» Work item
Work out how many lines in the data that follows contain "Azul". Write nothing but the number.

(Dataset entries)
┏━━

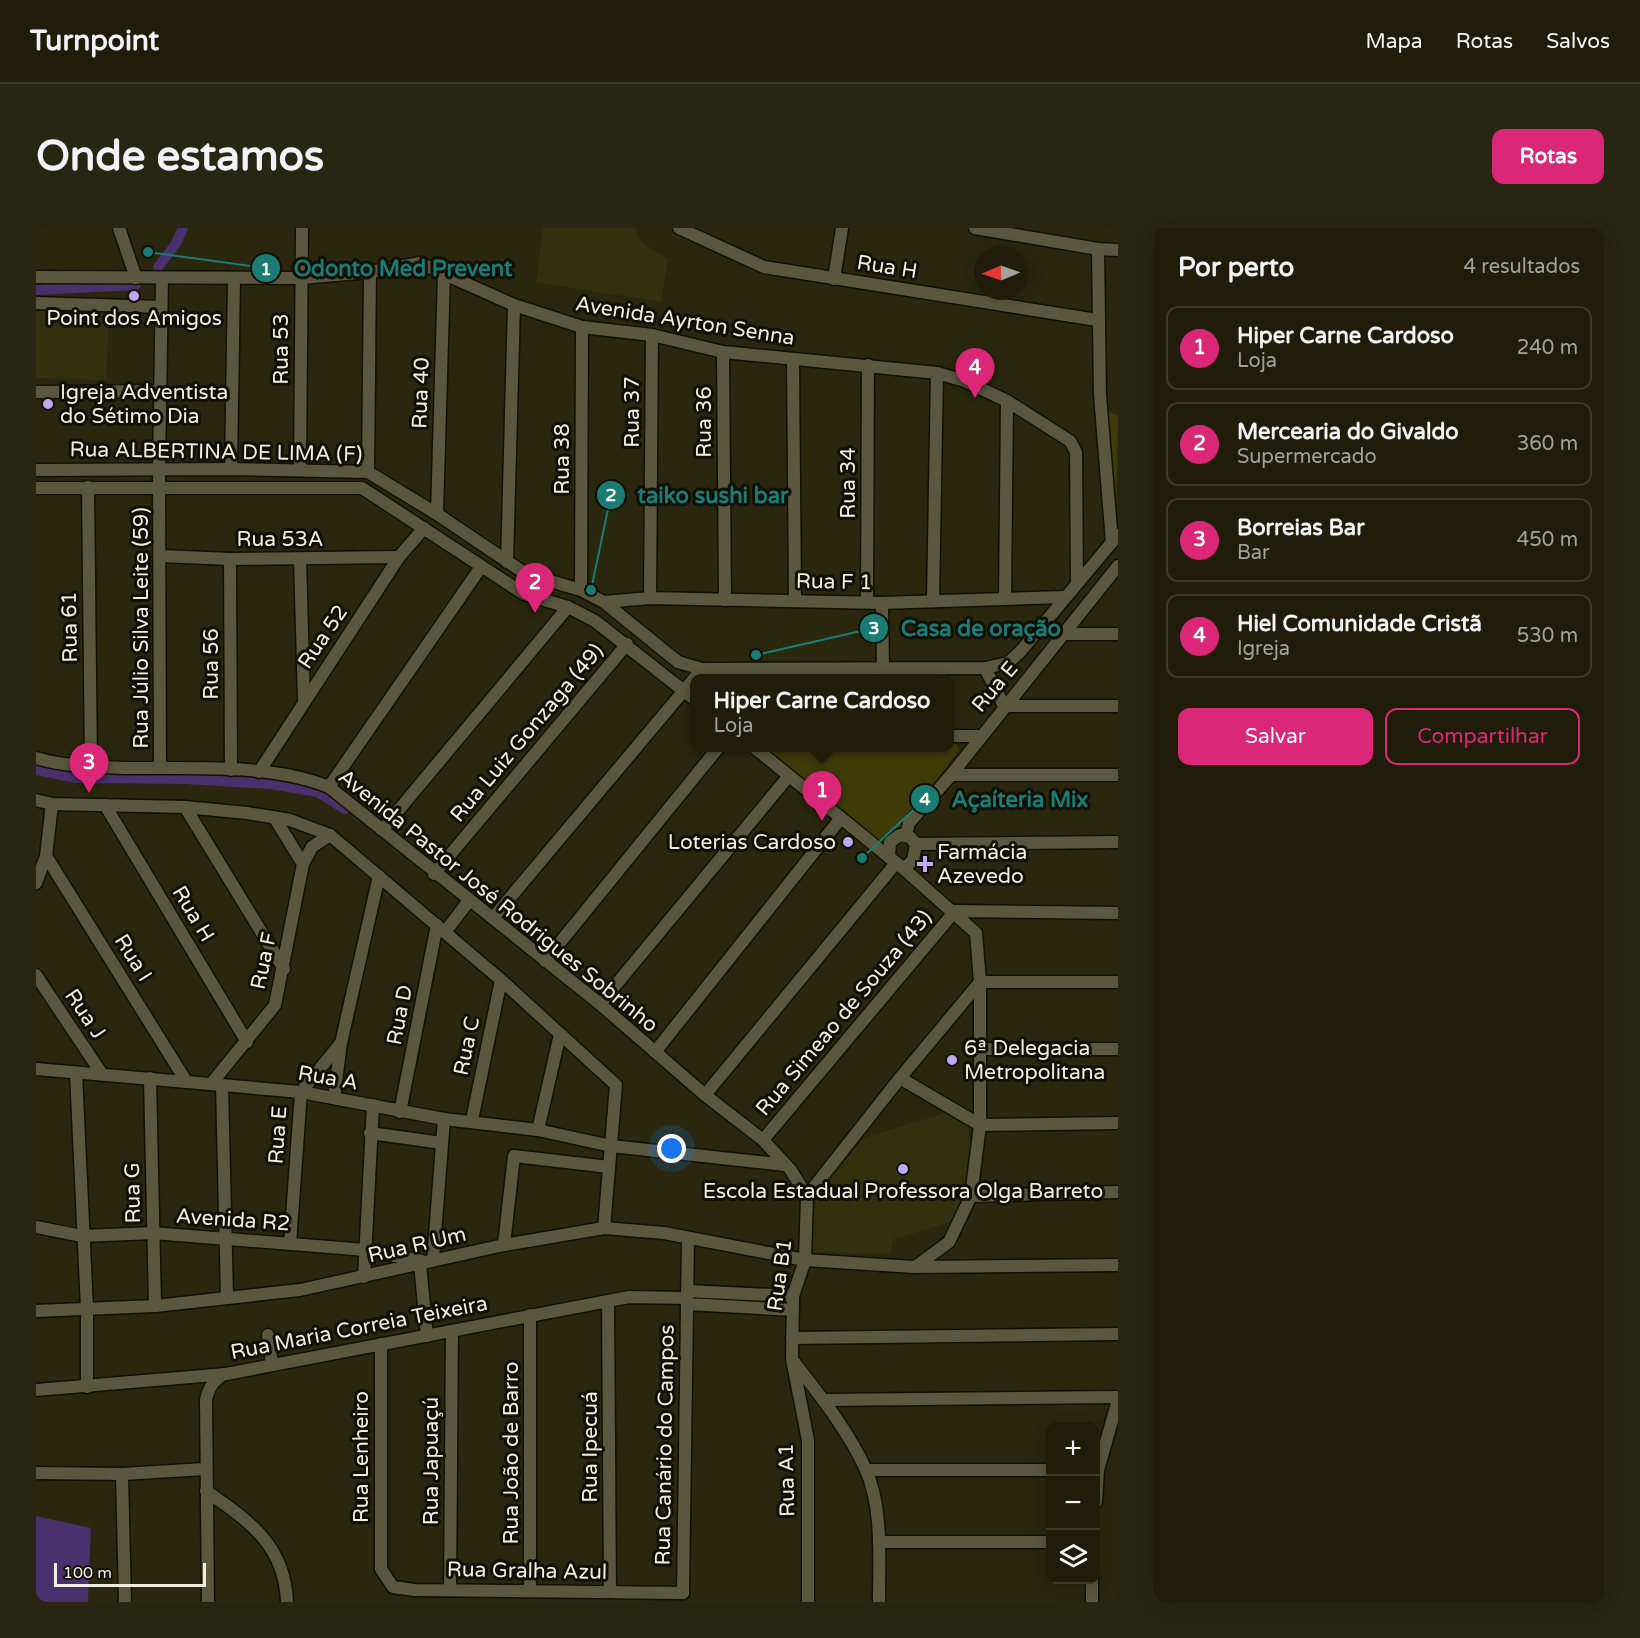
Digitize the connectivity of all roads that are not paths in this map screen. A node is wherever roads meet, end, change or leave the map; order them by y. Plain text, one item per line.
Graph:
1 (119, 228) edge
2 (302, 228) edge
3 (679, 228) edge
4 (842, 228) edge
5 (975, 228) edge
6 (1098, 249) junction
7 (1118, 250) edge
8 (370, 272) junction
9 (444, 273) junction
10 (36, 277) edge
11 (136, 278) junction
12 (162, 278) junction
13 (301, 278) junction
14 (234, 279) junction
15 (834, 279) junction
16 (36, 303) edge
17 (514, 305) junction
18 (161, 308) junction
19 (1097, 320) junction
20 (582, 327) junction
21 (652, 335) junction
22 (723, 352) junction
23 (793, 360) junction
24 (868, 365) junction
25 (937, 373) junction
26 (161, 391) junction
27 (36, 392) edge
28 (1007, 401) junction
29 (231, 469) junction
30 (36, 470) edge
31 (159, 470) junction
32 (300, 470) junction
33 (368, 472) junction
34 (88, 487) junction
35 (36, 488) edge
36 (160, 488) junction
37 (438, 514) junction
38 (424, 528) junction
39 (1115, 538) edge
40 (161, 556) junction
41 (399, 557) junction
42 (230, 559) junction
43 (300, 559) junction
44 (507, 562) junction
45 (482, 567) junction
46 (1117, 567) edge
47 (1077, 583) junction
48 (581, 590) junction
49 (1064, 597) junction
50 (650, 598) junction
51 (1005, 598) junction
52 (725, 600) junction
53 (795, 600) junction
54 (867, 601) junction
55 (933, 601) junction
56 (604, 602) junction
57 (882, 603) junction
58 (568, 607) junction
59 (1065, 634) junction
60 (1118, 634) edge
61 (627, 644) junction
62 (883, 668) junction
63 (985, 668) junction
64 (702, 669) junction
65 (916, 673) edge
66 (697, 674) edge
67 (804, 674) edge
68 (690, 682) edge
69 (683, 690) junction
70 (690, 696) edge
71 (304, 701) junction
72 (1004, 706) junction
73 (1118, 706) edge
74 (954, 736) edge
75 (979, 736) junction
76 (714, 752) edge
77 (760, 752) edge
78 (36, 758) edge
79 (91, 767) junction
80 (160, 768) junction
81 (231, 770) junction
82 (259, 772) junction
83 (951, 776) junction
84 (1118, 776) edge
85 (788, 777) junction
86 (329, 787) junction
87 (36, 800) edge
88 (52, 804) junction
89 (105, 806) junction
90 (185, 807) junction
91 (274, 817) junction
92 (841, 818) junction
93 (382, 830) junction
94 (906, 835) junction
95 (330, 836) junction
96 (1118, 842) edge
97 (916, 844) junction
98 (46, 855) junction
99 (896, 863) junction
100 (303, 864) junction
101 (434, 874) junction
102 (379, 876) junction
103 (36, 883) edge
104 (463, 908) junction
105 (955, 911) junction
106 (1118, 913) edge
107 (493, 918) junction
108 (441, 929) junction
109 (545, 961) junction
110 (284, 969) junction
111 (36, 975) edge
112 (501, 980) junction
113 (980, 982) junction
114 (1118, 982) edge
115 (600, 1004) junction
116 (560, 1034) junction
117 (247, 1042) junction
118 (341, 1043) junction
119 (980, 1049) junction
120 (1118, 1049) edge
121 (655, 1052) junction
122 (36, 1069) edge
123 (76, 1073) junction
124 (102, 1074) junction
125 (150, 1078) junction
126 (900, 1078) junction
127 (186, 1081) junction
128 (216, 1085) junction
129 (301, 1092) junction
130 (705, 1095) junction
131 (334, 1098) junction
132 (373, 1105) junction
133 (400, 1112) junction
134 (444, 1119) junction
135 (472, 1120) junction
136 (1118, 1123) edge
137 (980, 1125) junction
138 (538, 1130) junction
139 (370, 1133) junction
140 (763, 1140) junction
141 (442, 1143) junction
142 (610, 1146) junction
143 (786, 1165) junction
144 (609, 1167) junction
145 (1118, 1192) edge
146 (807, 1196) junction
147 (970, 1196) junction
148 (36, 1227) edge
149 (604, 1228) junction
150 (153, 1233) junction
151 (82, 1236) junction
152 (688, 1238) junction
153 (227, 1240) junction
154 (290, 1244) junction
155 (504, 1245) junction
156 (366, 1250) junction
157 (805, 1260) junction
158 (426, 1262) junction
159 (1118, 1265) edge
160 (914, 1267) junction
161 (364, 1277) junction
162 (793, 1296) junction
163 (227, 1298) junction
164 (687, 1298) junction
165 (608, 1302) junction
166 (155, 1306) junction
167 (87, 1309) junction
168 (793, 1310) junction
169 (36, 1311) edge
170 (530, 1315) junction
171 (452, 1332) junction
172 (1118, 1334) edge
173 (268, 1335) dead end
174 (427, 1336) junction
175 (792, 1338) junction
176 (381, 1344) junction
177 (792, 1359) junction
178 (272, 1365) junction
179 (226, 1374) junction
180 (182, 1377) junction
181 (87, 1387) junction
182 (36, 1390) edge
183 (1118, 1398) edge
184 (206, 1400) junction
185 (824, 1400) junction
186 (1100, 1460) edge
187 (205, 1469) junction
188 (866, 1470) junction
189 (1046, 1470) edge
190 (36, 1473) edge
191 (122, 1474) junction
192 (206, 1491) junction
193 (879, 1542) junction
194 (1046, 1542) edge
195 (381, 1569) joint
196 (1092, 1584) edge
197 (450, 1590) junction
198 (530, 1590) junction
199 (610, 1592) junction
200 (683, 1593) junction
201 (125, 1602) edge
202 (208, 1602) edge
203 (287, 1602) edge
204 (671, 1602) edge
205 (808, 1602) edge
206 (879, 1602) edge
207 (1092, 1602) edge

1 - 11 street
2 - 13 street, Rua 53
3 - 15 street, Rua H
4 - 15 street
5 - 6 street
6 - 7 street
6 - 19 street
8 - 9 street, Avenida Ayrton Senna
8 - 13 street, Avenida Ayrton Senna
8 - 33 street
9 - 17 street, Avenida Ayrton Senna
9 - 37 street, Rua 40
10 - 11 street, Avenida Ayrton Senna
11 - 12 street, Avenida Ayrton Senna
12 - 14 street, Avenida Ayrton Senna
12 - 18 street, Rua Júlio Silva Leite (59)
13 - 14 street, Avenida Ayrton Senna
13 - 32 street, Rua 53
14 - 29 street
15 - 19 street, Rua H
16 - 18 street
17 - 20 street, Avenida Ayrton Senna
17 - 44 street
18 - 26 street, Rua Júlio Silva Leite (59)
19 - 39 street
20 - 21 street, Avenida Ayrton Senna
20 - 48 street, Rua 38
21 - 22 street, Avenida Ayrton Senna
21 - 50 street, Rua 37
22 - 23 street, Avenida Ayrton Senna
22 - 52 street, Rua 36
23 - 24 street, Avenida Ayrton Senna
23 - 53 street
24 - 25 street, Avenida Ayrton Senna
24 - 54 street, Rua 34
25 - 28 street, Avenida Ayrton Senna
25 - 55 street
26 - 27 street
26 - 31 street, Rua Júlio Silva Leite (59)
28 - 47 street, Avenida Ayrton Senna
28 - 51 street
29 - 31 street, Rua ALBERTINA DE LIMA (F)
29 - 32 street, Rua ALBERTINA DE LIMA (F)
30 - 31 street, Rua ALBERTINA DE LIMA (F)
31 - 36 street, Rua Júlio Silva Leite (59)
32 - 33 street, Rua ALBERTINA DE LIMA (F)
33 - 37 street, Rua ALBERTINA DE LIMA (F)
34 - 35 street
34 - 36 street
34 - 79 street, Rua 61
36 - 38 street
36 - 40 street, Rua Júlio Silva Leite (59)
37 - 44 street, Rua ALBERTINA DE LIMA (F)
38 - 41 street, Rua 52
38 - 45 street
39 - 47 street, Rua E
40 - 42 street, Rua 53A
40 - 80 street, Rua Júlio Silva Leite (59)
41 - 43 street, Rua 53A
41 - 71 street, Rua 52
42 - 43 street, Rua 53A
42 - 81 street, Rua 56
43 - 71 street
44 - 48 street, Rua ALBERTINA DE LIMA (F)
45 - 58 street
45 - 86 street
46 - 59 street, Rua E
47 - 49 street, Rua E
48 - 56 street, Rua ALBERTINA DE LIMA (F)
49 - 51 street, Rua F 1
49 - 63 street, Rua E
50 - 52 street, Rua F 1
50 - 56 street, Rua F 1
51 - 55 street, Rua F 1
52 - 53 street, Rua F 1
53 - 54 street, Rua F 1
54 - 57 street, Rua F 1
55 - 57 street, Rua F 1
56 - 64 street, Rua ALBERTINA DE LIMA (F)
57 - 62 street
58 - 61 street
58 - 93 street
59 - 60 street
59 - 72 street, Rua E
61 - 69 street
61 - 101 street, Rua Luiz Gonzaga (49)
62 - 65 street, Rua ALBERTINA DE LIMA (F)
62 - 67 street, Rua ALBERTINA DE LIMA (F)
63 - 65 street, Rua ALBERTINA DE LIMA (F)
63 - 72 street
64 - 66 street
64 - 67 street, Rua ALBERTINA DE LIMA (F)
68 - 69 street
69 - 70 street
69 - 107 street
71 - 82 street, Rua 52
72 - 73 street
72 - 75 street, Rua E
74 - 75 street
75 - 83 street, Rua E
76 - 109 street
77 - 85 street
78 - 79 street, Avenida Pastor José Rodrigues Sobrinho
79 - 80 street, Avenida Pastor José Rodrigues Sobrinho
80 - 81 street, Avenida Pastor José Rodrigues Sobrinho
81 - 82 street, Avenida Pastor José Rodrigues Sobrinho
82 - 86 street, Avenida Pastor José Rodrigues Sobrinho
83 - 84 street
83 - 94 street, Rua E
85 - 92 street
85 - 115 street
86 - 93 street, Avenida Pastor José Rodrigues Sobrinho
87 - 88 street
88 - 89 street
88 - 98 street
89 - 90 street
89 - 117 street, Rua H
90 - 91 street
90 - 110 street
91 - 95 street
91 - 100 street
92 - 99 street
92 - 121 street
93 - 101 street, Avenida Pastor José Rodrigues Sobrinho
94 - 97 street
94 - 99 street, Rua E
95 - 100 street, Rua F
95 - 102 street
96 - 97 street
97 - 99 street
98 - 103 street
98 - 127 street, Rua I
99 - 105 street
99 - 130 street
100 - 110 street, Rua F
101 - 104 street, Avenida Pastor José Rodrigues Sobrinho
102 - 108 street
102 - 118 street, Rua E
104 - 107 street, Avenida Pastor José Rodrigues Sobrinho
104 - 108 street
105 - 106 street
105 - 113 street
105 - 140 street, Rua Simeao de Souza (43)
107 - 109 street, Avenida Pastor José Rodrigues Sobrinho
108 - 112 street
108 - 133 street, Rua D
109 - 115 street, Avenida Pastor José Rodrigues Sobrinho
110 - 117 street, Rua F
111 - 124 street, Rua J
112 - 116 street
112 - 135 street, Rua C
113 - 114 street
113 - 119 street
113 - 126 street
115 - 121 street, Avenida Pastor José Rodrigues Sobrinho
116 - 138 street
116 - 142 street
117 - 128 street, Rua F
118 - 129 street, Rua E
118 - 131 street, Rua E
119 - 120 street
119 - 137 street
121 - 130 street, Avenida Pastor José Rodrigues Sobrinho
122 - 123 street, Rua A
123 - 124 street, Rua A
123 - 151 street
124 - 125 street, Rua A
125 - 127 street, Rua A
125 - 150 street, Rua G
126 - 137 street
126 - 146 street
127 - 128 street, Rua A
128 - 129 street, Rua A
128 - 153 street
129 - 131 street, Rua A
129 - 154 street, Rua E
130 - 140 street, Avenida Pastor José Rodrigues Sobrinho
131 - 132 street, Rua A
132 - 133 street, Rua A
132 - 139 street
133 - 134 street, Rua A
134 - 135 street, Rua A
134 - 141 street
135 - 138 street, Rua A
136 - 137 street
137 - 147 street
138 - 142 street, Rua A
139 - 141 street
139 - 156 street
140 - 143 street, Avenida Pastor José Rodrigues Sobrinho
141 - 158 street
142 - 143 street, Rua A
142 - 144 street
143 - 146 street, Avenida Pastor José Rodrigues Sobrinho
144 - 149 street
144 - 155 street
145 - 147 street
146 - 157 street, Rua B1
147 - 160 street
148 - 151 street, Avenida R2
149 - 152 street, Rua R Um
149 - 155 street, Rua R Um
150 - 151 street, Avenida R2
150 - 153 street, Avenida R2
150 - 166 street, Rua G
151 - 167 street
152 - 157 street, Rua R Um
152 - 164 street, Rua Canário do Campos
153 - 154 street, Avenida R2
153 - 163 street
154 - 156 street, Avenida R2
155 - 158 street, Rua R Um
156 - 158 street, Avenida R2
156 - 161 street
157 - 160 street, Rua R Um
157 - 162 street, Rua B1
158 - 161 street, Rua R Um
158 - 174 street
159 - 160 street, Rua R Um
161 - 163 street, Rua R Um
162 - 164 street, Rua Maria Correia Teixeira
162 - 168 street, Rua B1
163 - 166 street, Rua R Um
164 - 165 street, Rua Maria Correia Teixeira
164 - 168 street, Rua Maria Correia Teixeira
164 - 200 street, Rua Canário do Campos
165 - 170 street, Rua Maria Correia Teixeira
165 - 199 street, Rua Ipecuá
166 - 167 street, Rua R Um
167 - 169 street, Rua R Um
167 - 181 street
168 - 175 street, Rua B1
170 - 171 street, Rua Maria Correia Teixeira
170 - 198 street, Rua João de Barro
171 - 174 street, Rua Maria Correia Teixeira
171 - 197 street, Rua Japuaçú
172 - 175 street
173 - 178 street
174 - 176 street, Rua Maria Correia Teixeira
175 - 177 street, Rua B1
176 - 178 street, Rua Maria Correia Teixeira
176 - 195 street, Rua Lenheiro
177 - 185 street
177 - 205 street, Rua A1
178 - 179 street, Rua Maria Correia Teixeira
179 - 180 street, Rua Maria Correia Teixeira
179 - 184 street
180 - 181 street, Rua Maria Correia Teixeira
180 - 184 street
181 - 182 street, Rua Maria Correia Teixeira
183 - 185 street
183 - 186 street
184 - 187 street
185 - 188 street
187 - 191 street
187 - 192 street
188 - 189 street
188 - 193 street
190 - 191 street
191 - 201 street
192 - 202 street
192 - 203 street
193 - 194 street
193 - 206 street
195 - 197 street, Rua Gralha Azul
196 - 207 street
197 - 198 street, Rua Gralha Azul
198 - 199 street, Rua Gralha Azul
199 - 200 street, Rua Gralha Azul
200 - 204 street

┗━━

» Response
4